The God of Wild Places, Discovering the Divine in the Untamed Outdoors by Tony Jones
Remarkable is this journey laid bare, of an educated theologian and preacher who learned to allow deep woods and moving waters to remind him he is, foremost, human. With a litany of personal challenges, a failed marriage and a deep reconsideration of his path to the pulpit, Mr. Jones allows the circumstances of his life and discovery of what’s outside the rectory door to develop a direly needed achievement of personal balance. He takes us from bible camp, to Rome, to sleeping on couches then eventually, to South Dakota cornfields where dogs flush pheasants to be hunted by man.

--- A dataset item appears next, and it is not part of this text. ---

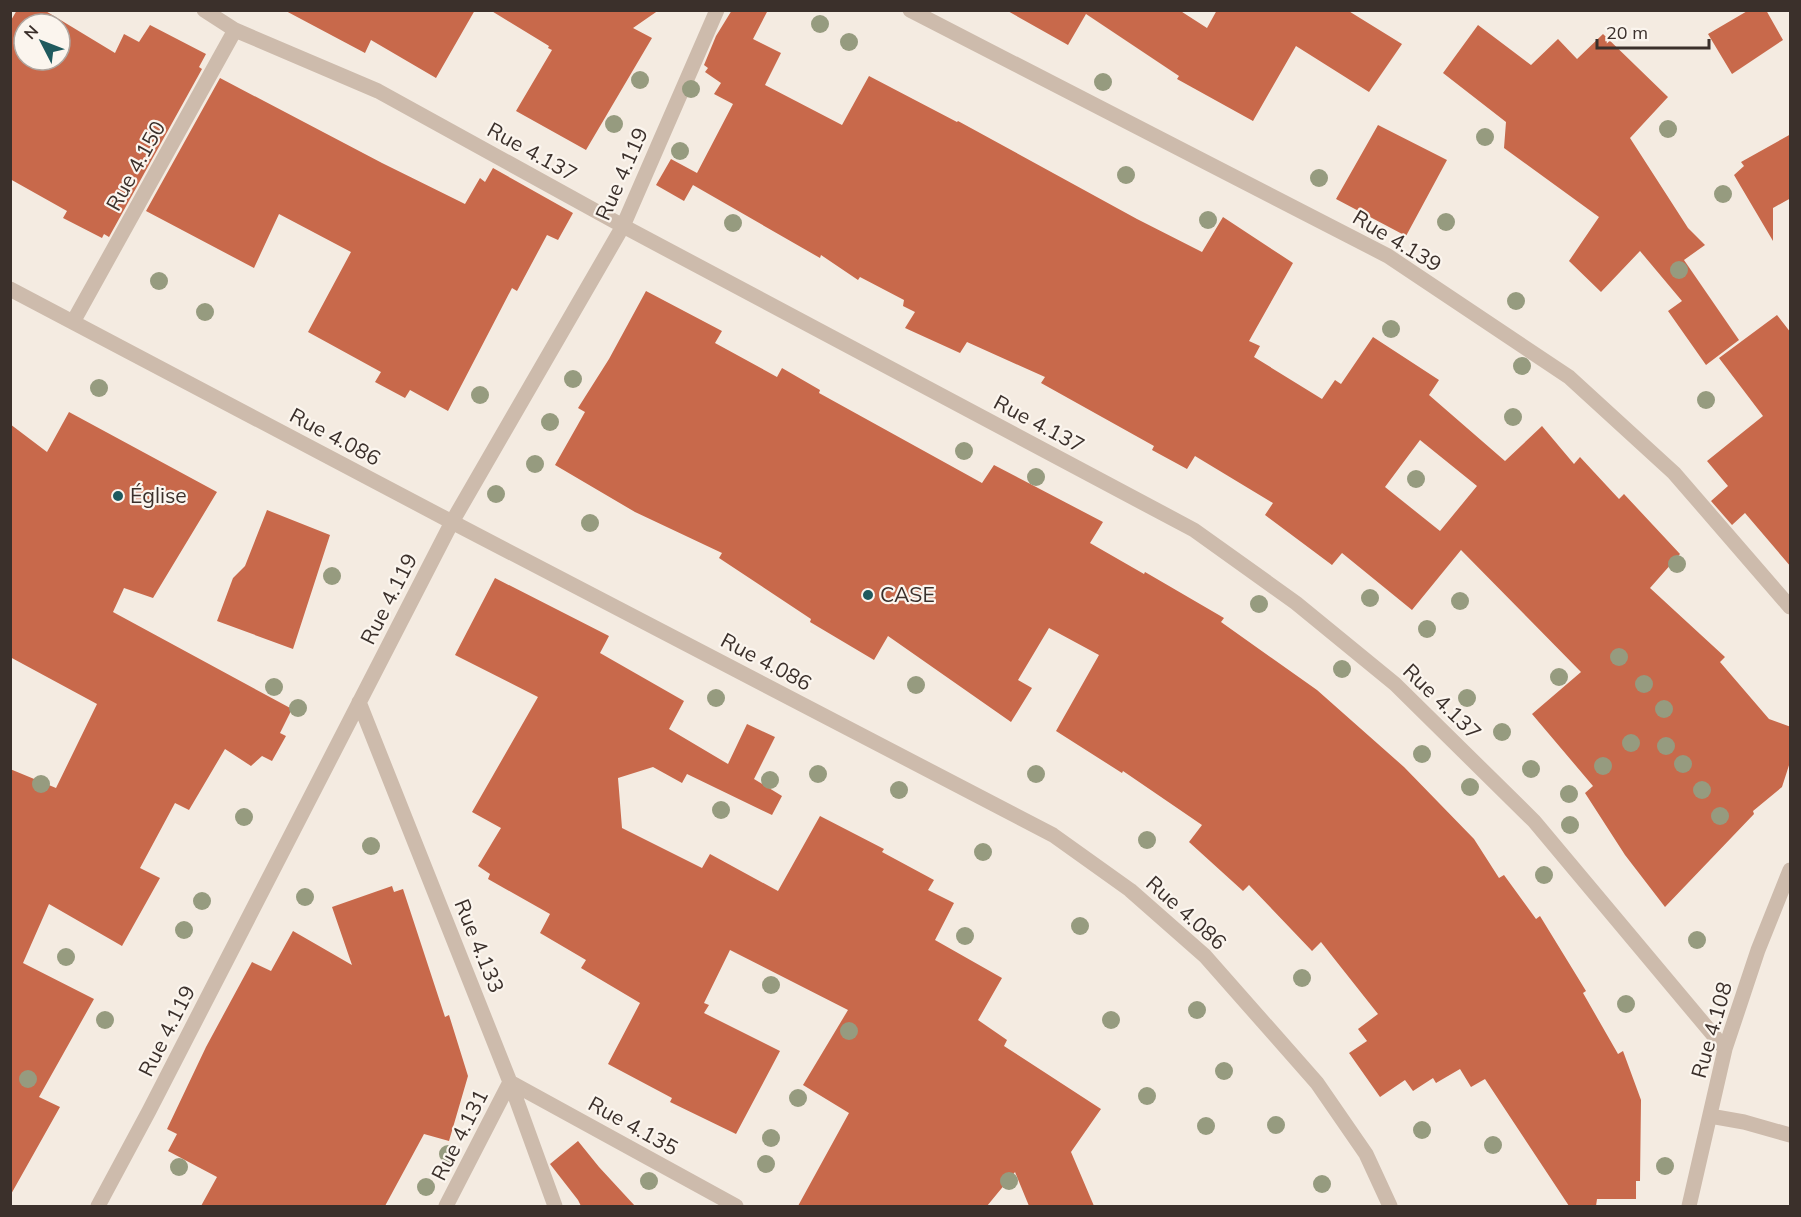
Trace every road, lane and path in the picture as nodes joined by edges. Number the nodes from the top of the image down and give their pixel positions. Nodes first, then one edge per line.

The God of Wild Places is part of the Tony Jones journey, written with a reflective ease through some rough waters, past and present, universities, courts, basements and back waters. It’s the unease of our inherinant frailty surfacing, that common Homo sapien denominator, which made me love this book.

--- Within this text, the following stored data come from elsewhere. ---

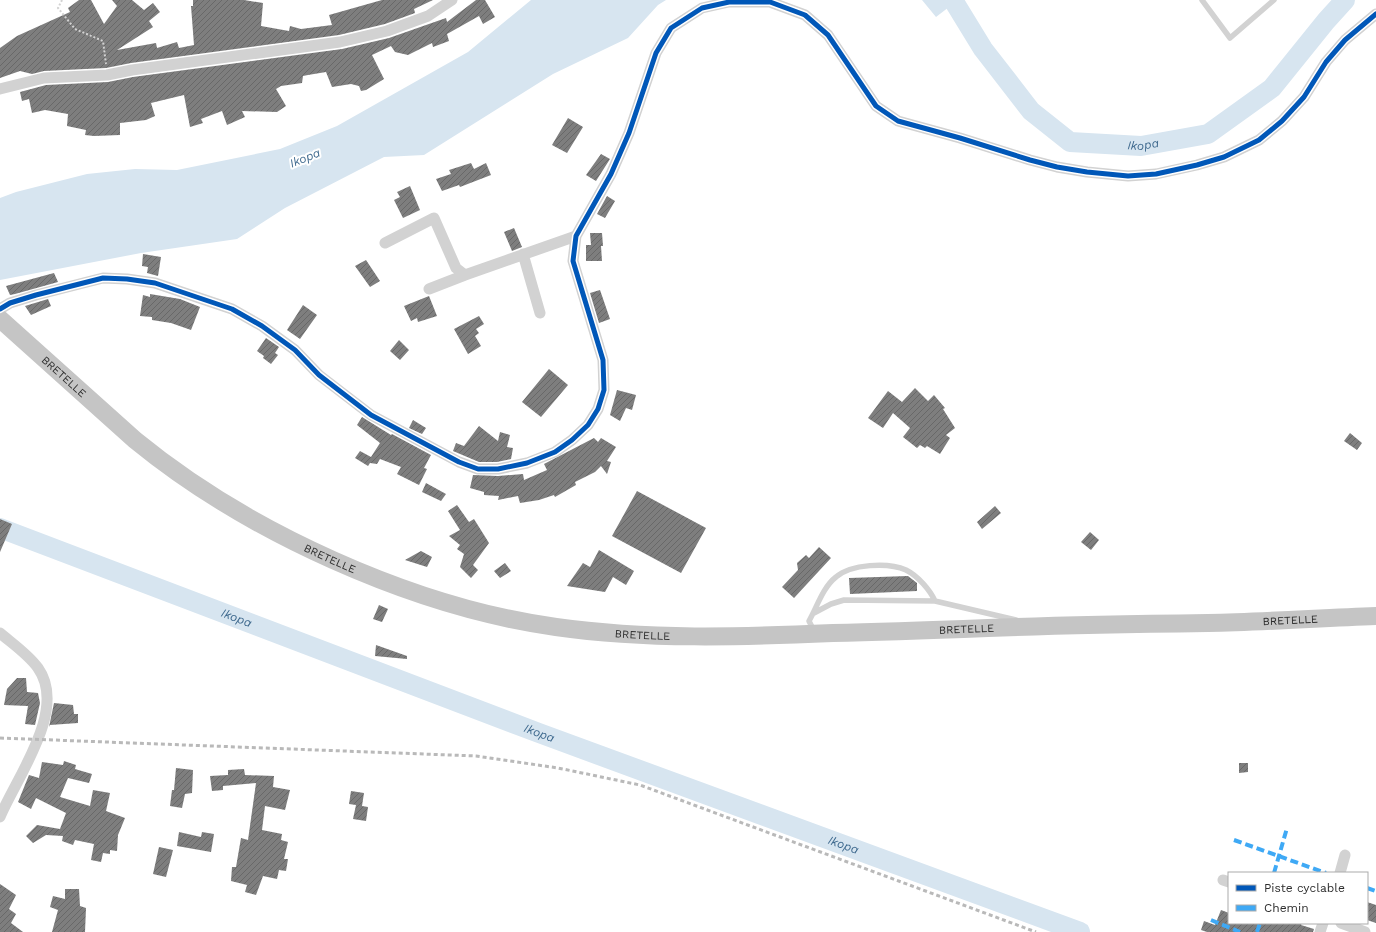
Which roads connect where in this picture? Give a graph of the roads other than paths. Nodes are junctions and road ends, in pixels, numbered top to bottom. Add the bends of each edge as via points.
1 (452, 0) edge
2 (1202, 0) edge
3 (1274, 0) edge
4 (1376, 14) edge
5 (0, 89) edge
6 (576, 236) junction
7 (385, 243) dead end
8 (523, 254) junction
9 (465, 275) junction
10 (430, 289) dead end
11 (0, 309) edge
12 (540, 313) dead end
13 (0, 319) edge
14 (935, 601) junction
15 (813, 613) junction
16 (1376, 616) edge
17 (1046, 626) junction
18 (0, 633) edge
19 (816, 634) junction
20 (0, 816) edge
21 (1345, 855) dead end
22 (1340, 872) edge
23 (1344, 924) edge
24 (1366, 932) edge

1 - 5 street via 428,16 387,31 340,42 107,75 44,78
2 - 3 lane via 1230,38
4 - 6 street via 1345,40 1326,62 1304,97 1282,121 1259,140 1224,157 1198,165 1156,174 1128,176 1057,167 898,121 876,106 828,35 805,15 770,2 729,2 702,8 671,28 656,53 629,133 611,174
6 - 8 street
6 - 11 street via 573,261 603,360 604,390 598,409 588,425 555,452 527,464 498,469 478,469 459,462 371,415 319,375 295,350 262,326 232,309 161,285 103,278 36,295
7 - 9 street via 434,218 456,268
8 - 9 street
8 - 12 street
9 - 10 street
13 - 19 main road, BRETELLE via 134,440 202,489 288,538 385,580 447,602 555,627 664,636
14 - 15 lane via 844,600
14 - 15 lane via 931,592 906,570 886,566 856,567 843,572 829,583
14 - 17 lane
15 - 19 lane via 809,621
16 - 17 main road, BRETELLE
17 - 19 main road, BRETELLE
18 - 20 street via 38,668 47,684 46,707 39,740
21 - 22 street
23 - 24 street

The God of Wild Places began for me with an early feeling of familiarity. He and I share a love of outdoors, canoes, dogs and shotguns. I have stumbled then fallen over several of those roots and stumps of which he writes. There is familarity with his friends and families with their unfortunate and inevitable health troubles. Mr. Jones’ work is a walk, a hike I suppose. He walks us along his paths, through trees and troubles, littered with the detritus of storms and family, where the hazards of falling are ignored at the walkers peril. To be fair, his travails are not unusual or more consequential when compared to others. Divorce is not uncommon, neither are custody battles, financial troubles, disolusionment with life choices or being eviscerated on late night internet chat rooms. But what Mr. Jones does quite well, is share these paths without preaching, as he has been trained to do. This is no mea culpa memoir to expose his faults then accept God again in the Boundary Waters. He shared and I absorbed without morbid curiousity of his challenges. I kept reading because he writes with honesty; his path to discovery might be our own path forward. We all can’t paddle three day trips or shoot well enough to justify pheasant hunting in South Dakota but we can find our own way outside to see nature and God.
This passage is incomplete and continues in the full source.